ABSTRACT
Introduction
Small molecules often bind to multiple targets, a behavior termed polypharmacology. Anticipating polypharmacology is essential for drug discovery since unknown off-targets can modulate safety and efficacy – profoundly affecting drug discovery success. Unfortunately, experimental methods to assess selectivity present significant limitations and drugs still fail in the clinic due to unanticipated off-targets. Computational methods are a cost-effective, complementary approach to predict polypharmacology.
Areas covered
This review aims to provide a comprehensive overview of the state of polypharmacology prediction and discuss its strengths and limitations, covering both classical cheminformatics methods and bioinformatic approaches. The authors review available data sources, paying close attention to their different coverage. The authors then discuss major algorithms grouped by the types of data that they exploit using selected examples.
Expert opinion
Polypharmacology prediction has made impressive progress over the last decades and contributed to identify many off-targets. However, data incompleteness currently limits most approaches to comprehensively predict selectivity. Moreover, our limited agreement on model assessment challenges the identification of the best algorithms – which at present show modest performance in prospective real-world applications. Despite these limitations, the exponential increase of multidisciplinary Big Data and AI hold much potential to better polypharmacology prediction and de-risk drug discovery.
Article highlights
Identifying all the on- and off-targets of small molecule drugs remains key to reduce attrition in drug discovery and development.

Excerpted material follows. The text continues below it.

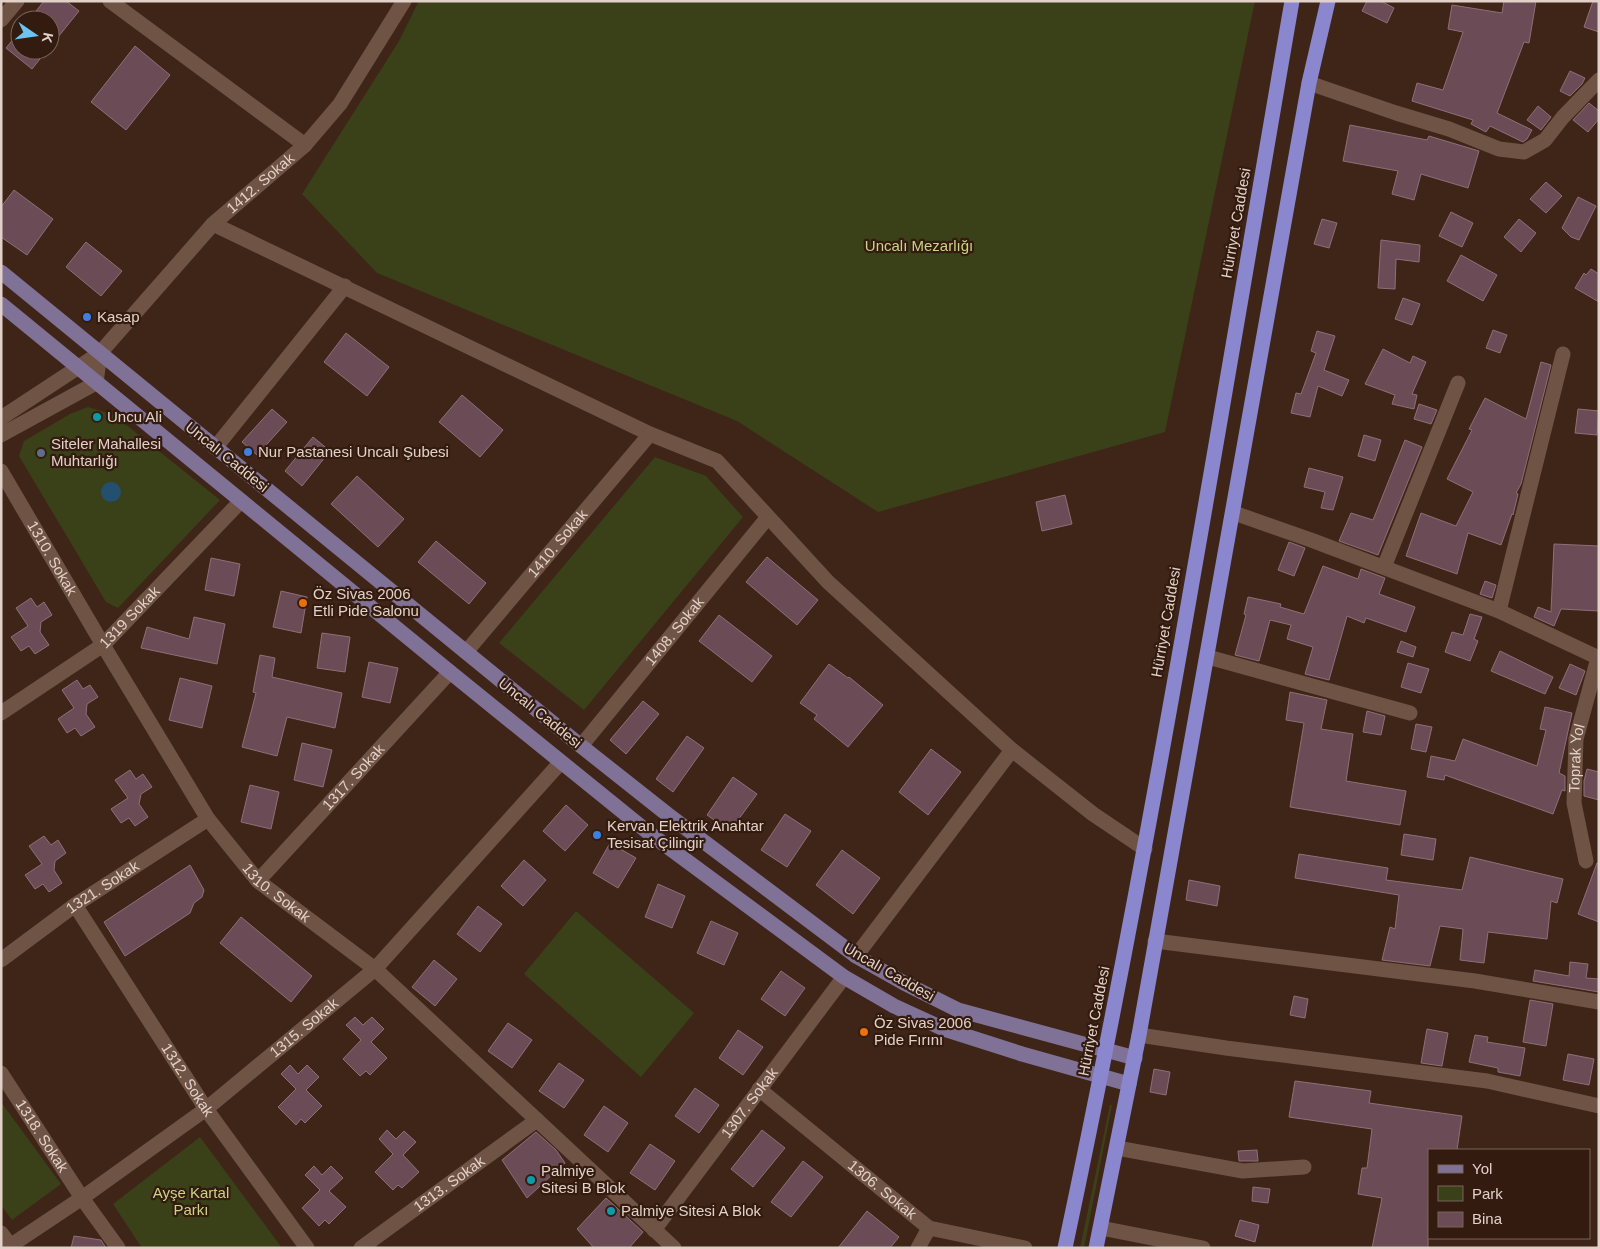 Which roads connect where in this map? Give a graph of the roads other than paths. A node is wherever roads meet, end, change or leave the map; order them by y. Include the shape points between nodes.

Many computational methods to predict polypharmacology have been developed and successfully used to identify new targets of drugs but their real-world performance is modest.
The major limitation to comprehensively predict drug selectivity is the lack of comprehensive data.
Improving how we assess new methods is paramount to ensure they outperform simpler approaches.
Advances in AI and Big Data hold much potential to improve polypharmacology prediction in the near future.
Declaration of interest
AA Antolin was an employee of The Institute of Cancer Research (ICR), which has a commercial interest in a range of drug targets, including PARP and protein kinases. The ICR operates a Rewards to Inventors scheme whereby employees of the ICR may receive financial benefit following commercial licensing of a project. AA Antolin has been instrumental in the creation/development of canSAR, the Chemical Probes Portal and Probe Miner. AA Antolin is/was a consultant of DarwinHealth and has received funds from VIVAN Therapeutics. The authors have no other relevant affiliations or financial involvement with any organization or entity with a financial interest in or financial conflict with the subject matter or materials discussed in the manuscript apart from those disclosed.
Reviewer disclosures
Peer reviewers on this manuscript have no relevant financial or other relationships to disclose.